WORK ORDER: Could you find every line in the records below that contains the word "this" and copy it?

RAW DATA:
══════
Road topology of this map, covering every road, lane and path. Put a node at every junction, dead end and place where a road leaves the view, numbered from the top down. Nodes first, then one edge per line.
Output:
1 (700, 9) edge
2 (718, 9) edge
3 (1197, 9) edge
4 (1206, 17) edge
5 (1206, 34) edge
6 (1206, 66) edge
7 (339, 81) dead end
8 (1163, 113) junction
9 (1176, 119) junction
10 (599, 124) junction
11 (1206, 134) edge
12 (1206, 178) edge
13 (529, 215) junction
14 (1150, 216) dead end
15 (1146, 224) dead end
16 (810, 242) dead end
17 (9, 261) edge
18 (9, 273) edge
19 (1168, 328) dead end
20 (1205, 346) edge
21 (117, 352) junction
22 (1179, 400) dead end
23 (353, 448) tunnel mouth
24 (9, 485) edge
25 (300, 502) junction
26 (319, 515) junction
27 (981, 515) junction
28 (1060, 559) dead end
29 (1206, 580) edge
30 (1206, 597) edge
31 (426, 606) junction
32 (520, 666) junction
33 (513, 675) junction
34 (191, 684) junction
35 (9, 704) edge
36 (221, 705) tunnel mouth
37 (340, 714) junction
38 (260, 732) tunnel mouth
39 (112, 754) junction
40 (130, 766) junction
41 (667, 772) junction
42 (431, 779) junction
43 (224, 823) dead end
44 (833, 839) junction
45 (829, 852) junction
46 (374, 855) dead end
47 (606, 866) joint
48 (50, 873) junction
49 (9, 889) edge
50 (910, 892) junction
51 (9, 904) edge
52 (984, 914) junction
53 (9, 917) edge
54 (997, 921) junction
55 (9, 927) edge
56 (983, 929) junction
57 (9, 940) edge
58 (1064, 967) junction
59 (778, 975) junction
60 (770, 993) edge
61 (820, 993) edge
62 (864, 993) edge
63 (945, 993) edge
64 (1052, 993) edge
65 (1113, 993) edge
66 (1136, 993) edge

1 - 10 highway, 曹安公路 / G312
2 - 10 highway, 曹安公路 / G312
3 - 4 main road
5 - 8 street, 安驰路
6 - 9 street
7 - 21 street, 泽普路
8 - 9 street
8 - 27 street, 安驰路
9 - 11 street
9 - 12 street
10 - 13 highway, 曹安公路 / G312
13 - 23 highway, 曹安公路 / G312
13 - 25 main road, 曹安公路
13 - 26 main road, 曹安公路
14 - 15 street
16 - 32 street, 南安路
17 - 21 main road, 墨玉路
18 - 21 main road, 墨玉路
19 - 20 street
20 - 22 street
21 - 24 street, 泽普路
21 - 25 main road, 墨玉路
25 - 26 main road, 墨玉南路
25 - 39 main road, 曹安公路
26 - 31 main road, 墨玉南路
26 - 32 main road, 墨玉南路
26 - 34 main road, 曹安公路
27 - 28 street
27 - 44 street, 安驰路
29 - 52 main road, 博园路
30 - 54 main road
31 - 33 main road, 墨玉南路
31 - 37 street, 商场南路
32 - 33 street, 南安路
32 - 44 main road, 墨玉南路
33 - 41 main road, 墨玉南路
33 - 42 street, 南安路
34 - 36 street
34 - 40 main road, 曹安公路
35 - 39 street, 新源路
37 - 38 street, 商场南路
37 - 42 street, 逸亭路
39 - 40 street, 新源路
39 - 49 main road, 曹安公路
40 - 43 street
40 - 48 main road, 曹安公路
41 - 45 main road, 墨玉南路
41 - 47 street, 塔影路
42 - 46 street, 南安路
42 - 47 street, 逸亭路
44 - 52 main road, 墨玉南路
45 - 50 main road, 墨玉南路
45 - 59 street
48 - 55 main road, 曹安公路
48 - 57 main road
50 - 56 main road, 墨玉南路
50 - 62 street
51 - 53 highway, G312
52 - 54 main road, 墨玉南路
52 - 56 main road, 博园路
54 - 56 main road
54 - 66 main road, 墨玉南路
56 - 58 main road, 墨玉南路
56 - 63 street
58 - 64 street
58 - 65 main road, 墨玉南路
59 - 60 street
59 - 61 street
══════
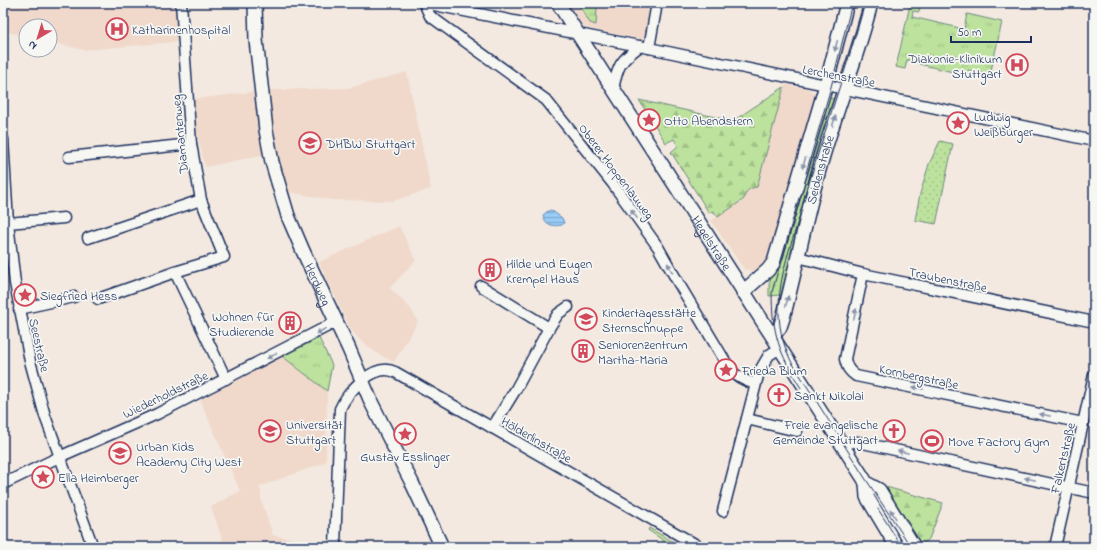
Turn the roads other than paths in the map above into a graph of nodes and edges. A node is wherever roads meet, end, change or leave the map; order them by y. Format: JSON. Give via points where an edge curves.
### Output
══════
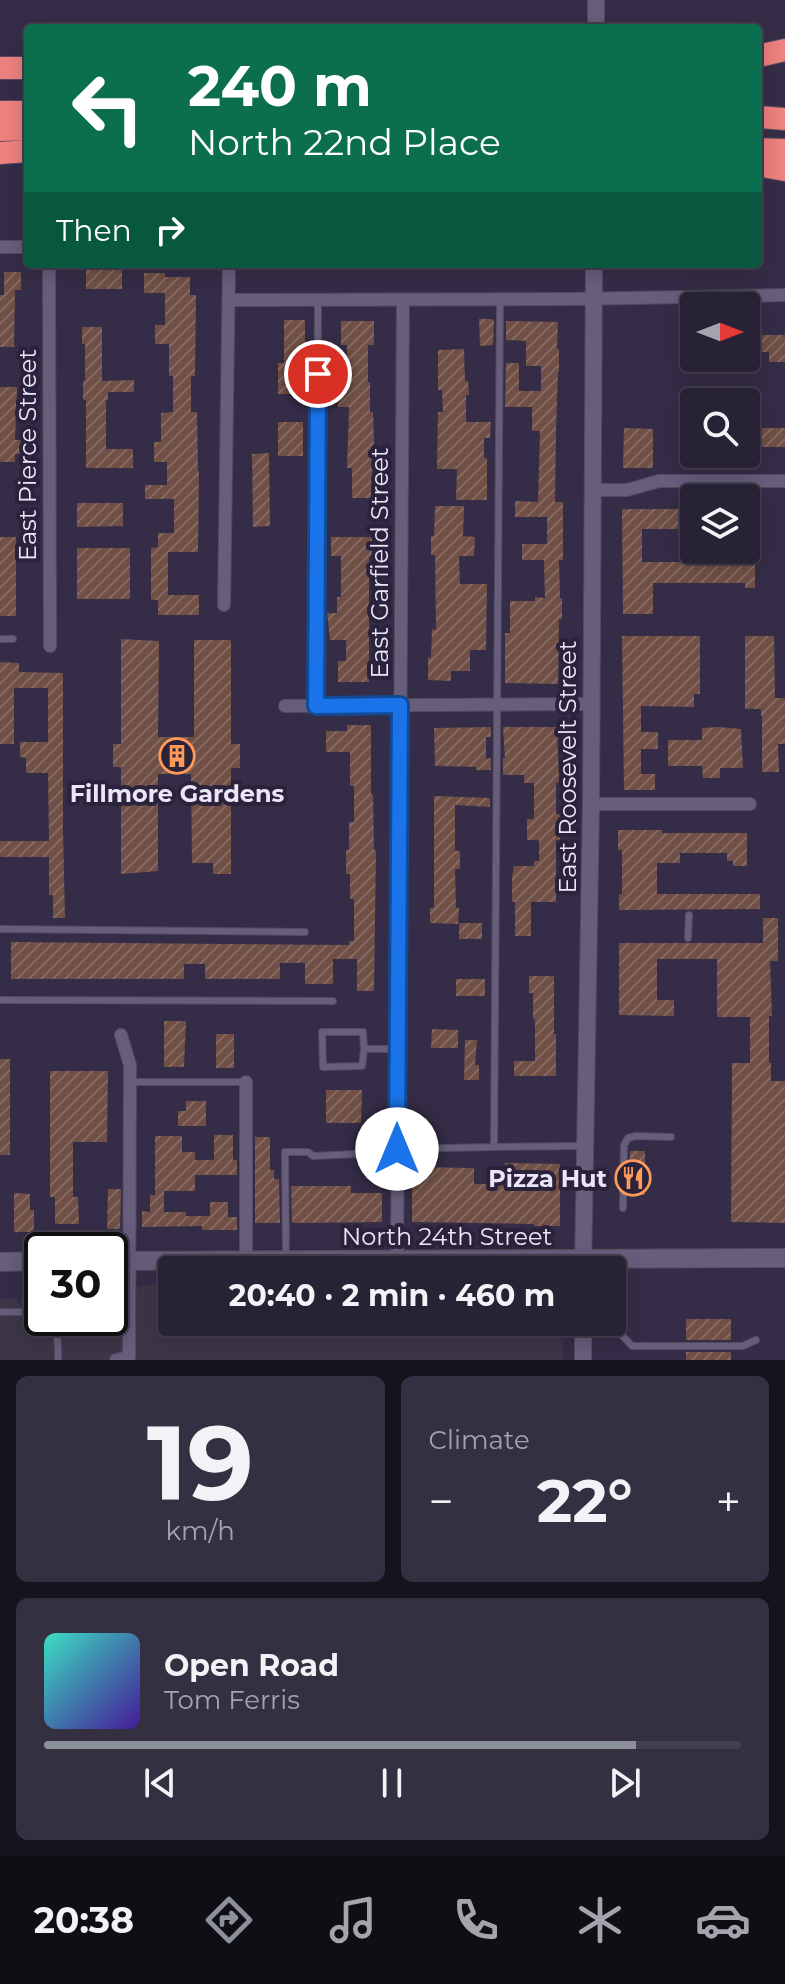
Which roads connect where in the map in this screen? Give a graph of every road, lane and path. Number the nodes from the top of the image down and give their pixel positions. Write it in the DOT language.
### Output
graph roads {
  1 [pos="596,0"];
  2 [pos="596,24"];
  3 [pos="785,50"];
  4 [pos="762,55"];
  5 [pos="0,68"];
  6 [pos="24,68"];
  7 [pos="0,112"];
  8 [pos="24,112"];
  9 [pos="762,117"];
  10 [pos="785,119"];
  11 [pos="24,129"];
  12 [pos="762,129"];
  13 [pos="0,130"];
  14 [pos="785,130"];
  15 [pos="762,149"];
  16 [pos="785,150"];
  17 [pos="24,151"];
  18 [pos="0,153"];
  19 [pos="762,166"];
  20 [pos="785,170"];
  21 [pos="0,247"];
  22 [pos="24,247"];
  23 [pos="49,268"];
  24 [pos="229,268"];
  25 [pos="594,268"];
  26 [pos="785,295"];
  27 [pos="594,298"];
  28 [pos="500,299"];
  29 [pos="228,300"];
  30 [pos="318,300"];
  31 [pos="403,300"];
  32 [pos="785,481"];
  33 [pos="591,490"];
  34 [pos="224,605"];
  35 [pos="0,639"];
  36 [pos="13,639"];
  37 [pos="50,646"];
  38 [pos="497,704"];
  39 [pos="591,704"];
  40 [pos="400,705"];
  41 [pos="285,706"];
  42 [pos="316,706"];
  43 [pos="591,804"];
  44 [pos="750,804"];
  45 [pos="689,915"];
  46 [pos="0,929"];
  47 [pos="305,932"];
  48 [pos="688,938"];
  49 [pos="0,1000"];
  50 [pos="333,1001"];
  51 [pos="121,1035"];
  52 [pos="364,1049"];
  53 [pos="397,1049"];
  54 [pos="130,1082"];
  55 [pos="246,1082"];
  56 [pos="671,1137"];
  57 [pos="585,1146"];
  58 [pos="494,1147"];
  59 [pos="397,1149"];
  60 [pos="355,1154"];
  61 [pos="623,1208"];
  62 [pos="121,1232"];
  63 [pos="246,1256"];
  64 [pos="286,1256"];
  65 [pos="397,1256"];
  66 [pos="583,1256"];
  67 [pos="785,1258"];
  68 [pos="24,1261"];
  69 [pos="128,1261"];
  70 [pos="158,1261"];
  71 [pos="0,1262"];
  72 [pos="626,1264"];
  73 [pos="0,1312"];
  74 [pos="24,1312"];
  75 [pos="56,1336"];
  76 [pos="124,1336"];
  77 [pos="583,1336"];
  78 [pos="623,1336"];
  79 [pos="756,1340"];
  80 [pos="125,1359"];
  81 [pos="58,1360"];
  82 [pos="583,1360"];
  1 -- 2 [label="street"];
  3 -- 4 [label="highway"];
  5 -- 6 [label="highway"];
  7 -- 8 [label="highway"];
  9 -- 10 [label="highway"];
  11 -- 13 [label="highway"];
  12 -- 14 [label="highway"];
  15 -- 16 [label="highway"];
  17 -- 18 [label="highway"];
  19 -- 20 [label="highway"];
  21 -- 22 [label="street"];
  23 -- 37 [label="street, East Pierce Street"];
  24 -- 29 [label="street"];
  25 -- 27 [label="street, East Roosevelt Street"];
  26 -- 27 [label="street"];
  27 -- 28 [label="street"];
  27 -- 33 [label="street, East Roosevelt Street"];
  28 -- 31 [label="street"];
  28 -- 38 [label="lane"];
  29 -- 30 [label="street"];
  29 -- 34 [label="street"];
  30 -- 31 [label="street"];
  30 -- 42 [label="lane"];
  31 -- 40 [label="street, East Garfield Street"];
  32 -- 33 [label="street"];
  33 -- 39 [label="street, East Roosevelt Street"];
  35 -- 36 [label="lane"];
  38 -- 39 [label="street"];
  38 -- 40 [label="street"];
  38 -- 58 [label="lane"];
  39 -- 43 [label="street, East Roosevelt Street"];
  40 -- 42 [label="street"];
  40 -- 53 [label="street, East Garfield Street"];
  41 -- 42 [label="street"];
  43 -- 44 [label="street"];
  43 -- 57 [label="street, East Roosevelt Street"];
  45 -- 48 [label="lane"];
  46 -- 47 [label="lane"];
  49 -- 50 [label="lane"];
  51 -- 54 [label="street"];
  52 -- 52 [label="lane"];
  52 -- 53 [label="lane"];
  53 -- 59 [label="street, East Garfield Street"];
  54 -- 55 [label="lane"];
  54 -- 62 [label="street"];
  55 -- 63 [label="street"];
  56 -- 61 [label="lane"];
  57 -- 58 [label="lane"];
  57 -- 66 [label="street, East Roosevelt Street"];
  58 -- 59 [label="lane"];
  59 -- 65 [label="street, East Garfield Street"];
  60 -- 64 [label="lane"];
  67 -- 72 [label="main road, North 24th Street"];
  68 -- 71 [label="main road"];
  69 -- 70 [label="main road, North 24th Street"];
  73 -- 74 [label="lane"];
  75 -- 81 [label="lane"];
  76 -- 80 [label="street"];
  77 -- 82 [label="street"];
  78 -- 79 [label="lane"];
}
══════
EXERCISE RESULT:
Road topology of this map, covering every road, lane and path. Put a node at every junction, dead end and place where a road leaves the view, numbered from the top down. Nodes first, then one edge per line.
Which roads connect where in the map in this screen? Give a graph of every road, lane and path. Number the nodes from the top of the image down and give their pixel positions. Write it in the DOT language.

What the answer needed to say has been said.